The Benefit of Too Many Notes

       You might recall the line from Amadeus where the Emperor comments on Mozart's musical offerings with the dismissive "too many notes". And yet, those creative detailed notes were the beginning of an illustrious career.
 



In a completely different context, my immediate reaction to all the possibilities of my life post a 25 year job, has occasionally been the same, "too many notes" of potentiality.
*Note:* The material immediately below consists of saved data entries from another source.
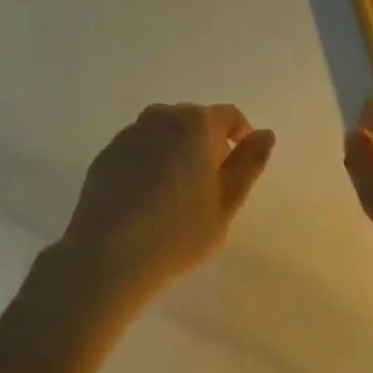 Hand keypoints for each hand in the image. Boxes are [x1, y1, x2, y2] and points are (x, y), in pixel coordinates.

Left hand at [50, 103, 275, 303]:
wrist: (107, 256)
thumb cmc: (178, 232)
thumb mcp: (227, 203)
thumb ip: (249, 164)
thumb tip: (265, 134)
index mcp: (196, 124)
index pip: (229, 116)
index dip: (241, 138)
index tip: (239, 169)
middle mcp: (161, 118)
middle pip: (195, 121)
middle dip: (208, 144)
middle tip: (211, 187)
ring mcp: (129, 135)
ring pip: (165, 133)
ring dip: (177, 151)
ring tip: (178, 193)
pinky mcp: (106, 155)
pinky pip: (140, 149)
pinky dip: (150, 163)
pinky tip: (147, 199) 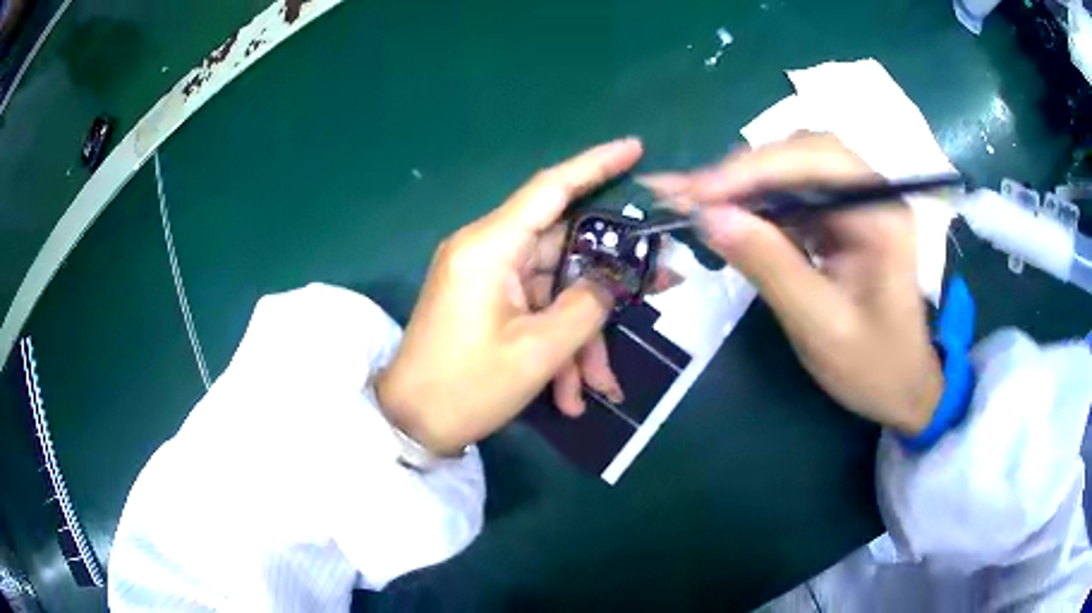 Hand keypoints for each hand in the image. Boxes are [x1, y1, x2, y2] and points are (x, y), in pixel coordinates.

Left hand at [375, 138, 644, 454]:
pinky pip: (534, 310)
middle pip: (564, 248)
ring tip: (598, 386)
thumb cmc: (466, 387)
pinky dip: (556, 346)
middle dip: (607, 283)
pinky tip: (568, 395)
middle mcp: (487, 250)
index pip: (551, 188)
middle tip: (661, 286)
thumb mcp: (538, 351)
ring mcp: (486, 277)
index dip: (595, 165)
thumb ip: (588, 304)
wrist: (410, 424)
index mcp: (490, 246)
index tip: (635, 149)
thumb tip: (614, 277)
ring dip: (580, 336)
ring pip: (554, 289)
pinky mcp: (486, 302)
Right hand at [641, 133, 941, 433]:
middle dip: (743, 171)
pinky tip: (728, 215)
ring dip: (744, 183)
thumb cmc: (873, 366)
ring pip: (793, 169)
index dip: (753, 168)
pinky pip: (793, 194)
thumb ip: (768, 266)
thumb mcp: (820, 324)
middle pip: (801, 153)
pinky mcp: (841, 219)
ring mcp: (856, 203)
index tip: (697, 194)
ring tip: (697, 203)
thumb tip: (708, 217)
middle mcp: (872, 193)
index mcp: (882, 214)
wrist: (904, 388)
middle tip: (688, 197)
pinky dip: (756, 202)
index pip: (815, 160) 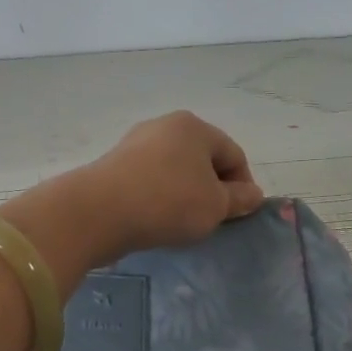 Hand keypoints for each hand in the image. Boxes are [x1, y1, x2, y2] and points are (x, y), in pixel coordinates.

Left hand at [78, 112, 265, 258]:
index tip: (238, 216)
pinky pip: (149, 181)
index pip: (234, 155)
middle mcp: (164, 126)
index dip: (243, 187)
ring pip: (174, 171)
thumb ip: (239, 200)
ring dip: (185, 195)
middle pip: (202, 160)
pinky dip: (159, 198)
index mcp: (195, 127)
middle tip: (212, 221)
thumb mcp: (215, 206)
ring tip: (182, 224)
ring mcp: (135, 144)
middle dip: (212, 190)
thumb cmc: (168, 203)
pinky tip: (155, 220)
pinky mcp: (114, 165)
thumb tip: (253, 194)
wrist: (97, 212) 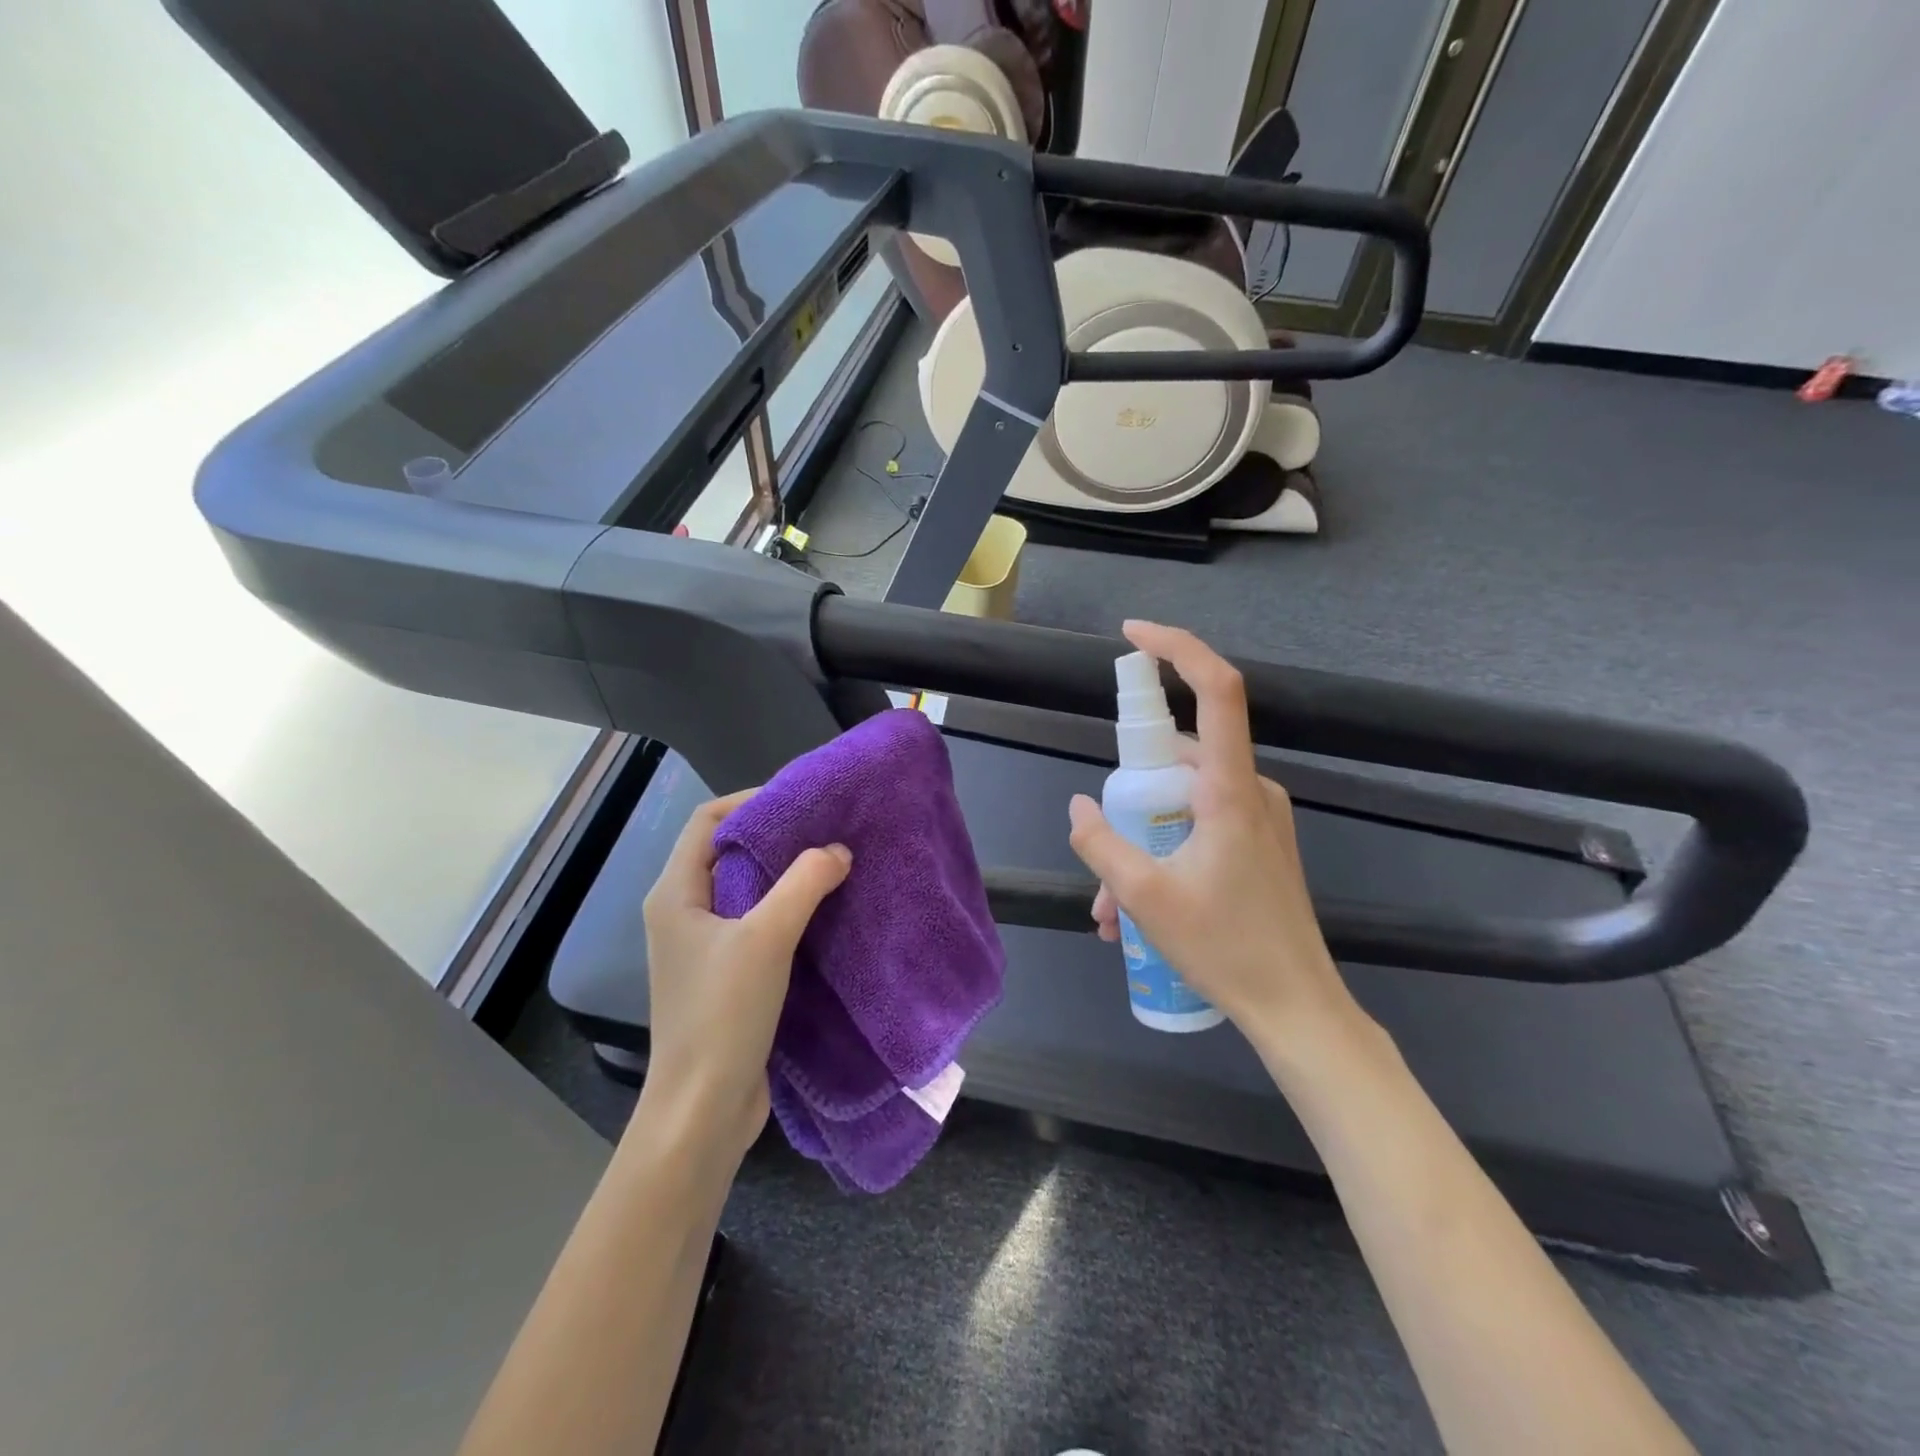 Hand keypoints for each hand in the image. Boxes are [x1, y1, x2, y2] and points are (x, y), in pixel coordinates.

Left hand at [638, 790, 851, 1163]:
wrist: (704, 1109)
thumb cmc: (723, 1014)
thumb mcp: (766, 938)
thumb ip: (804, 884)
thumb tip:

Some are those I have presented to myself, like taking a voice over class, downloading a script program for script writing I have yet to do and the odd contribution to some charity; others are the suggestions of others, "you'd be a good mediator", "you could be a canon lawyer", "you could do malpractice defense", "you could teach", "you could go back to finish your psychology degree", "you can take another degree".
 
The truth is, I can only do one or two of these things with any focus. Thus, during the last days, I have found my head nearly literally spinning as I try to decide where I should throw my energies. The result is that I put off throwing them anywhere, and then feel a little guilty that I am not making progress. Of course, to where am I directing this hypothetical progress?

    
I cannot recall if I wrote this anywhere, or if I did, where (as one of the things I am doing is writing for other locales, accepted or not), but I feel as if I am pressed to decide not merely on some activity, but on the larger frame, between the secular and the spiritual. Or, let me add, questioning, and even bargaining over, whether both are possible concomitantly.
 

 It seems that the most religious of my brothers and sisters (that is the ones whose actions indicate a visible decided pursuit of faith, dedication to some form of dedicated or consecrated or communitiy life) foreswear almost frantically (to my observation) any of the world. Where the average among try to be in the world, but not of it, they seem not to want to be in it. I admit to distrusting this a bit, and wonder how one knows whether it comes from a free acceptance of God's Will or a concession to one's own discomfort with the world and hiding from it, not, I think, perhaps self-servingly, what God would want. Cannot the secular and spiritual, the truly Christian spiritual work together? I know of the Third Orders and have somewhat investigated if that is where I would find an answer to this question. Another in the surfeit of notes which I may play.  Along with my piano if I ever get it tuned again!


I suppose the point of this entry is to note (accidental play on words) that all of these opportunities, while a bit anxiety producing are also part of growth of what turns out to be a still energetic middle aged woman and I suspect, will have many benefits--once I settle on something after listening hard and not fearing to answer a call, if there is one.